Once you have established that this is, in fact, a job–the job you have chosen– and you have organized your workspace, it is time for the next step. It’s time to set some goals. What are you trying to accomplish? Be realistic here; don’t set the goal of writing the next blockbuster. You may actually do so, but try to stay on this planet for now. Make your goal measurable; “I’m going to write for an hour each night, each morning, or whatever works best for you” is a reasonable goal. Be specific with your goals. “I’m going to spend half an hour on research and half an hour writing dialogue” is specific.  So remember, measurable, realistic and specific goals.

Now it’s time to prioritize. Some successful authors write down everything they need to do and everything they want to do. Decide what is most important to accomplish and create a tracking system. There are several good recommendations for tracking systems. One is to use a poster board with 3 columns. The columns can be labeled anything you want so long as they reflect the order in which you complete your tasks. You can use such titles as: Due now, due by: and waiting list; you can get more creative if you like: this ship has sailed, ship departing, ship in port; however you like it, the message is: this is important, this is coming up and this can wait.  You might use sticky notes for each individual task for ease of rearranging. Another tracking system a friend of mine uses is to keep work in a plastic drawer system. He labels them: research, in progress, editing, ready to submit and submitted. You can also keep a notebook of each of your writing projects with details on where and when it was submitted and when you expect a response. Any way you skin this cat, the point is you need to prioritize your tasks and you need to keep track of them.

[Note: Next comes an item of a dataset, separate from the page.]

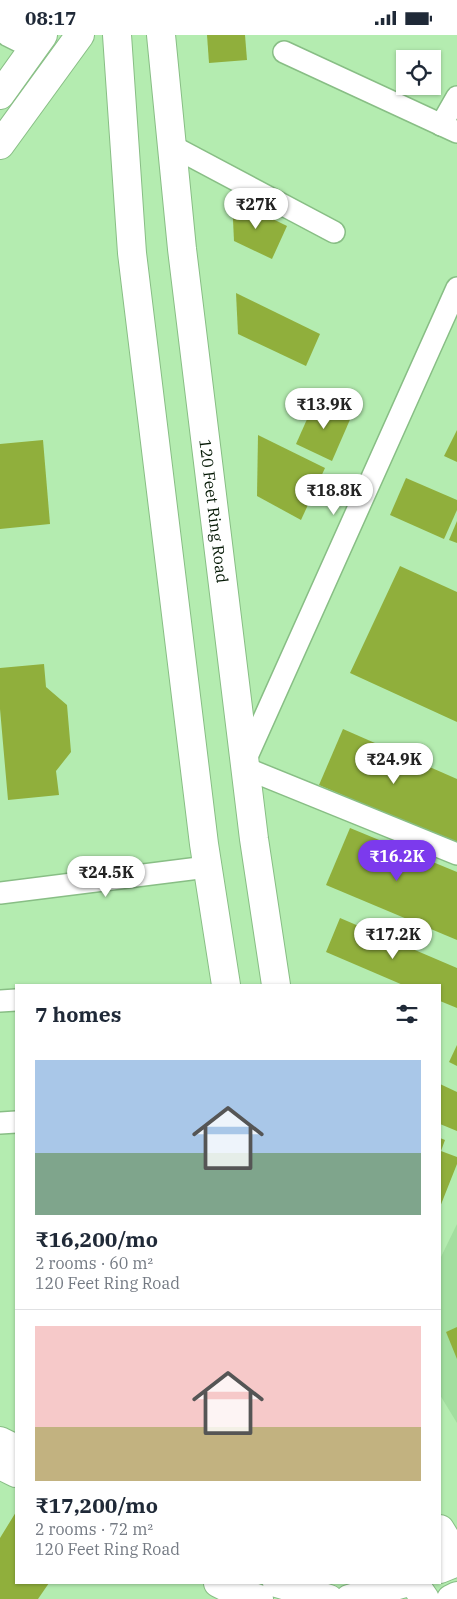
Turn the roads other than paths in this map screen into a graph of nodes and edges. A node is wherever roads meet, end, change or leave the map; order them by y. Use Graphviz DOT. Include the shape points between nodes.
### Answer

Next, it is time to make a schedule. Once you know what you want to accomplish, map out the time to do it. The first step is to find out where all your time goes. Does this sound familiar? You had all these plans to get your writing done, you had your goals set out and then the next thing you know, it’s time to hit the hay. Not only did you not get your writing done, but the laundry is still in a pile and the dishes are still in the sink and you feel like you accomplished nothing. So what happened? This is the time to tune in. Write down everything you do for a few days. EVERYTHING. The cup of coffee with a friend; picking up the dry cleaning; taking the kids to school. Write it down; write down how long it took. You will be surprised at how much time you actually waste.  You can’t see it until you write it down. Once you see it, you will be able to streamline your day. While you are setting your schedule, make sure you set aside time for yourself, time with your family, time for your daily chores and time to write. It’s important to take time for yourself to reenergize and also to take time to spend with your family so that when you do take the time to write, you won’t feel guilty closing the door on them.

Your response might be, “I do all of this and I still can’t get to my writing!” Are you letting your insecurities keep you from writing? If you don’t finish your novel, it can’t be rejected, right? Is it better to be a wannabe than a failure? The only failure in writing is to stop trying. If you are still reading at this point, you must want to be a writer.

My early education came during the short lived phenomenon of sight-reading.  Without the aid of phonics, my greatest creativity was in the area of spelling, which was not greatly admired by any of my teachers. All my creative writing papers (sprinkled with red circles for spelling errors) appeared to have broken out with the measles. However, with my passion for the stories I wanted to tell, my fear of the written word vanished. Do not let the fear of failure prevent you from fulfilling your dreams.  Give yourself permission to write badly at first. When I have been forced to abandon my writing for any period of time, such as when I am on a book tour, when I return, I write pure garbage, and yet through that process, I find my muse has returned and I’ve given myself something to work with.

The only thing barring the success of anyone with the passion to be a writer is giving into the obstacles rather that overcoming them. If I was able to become an award winning author, so can you.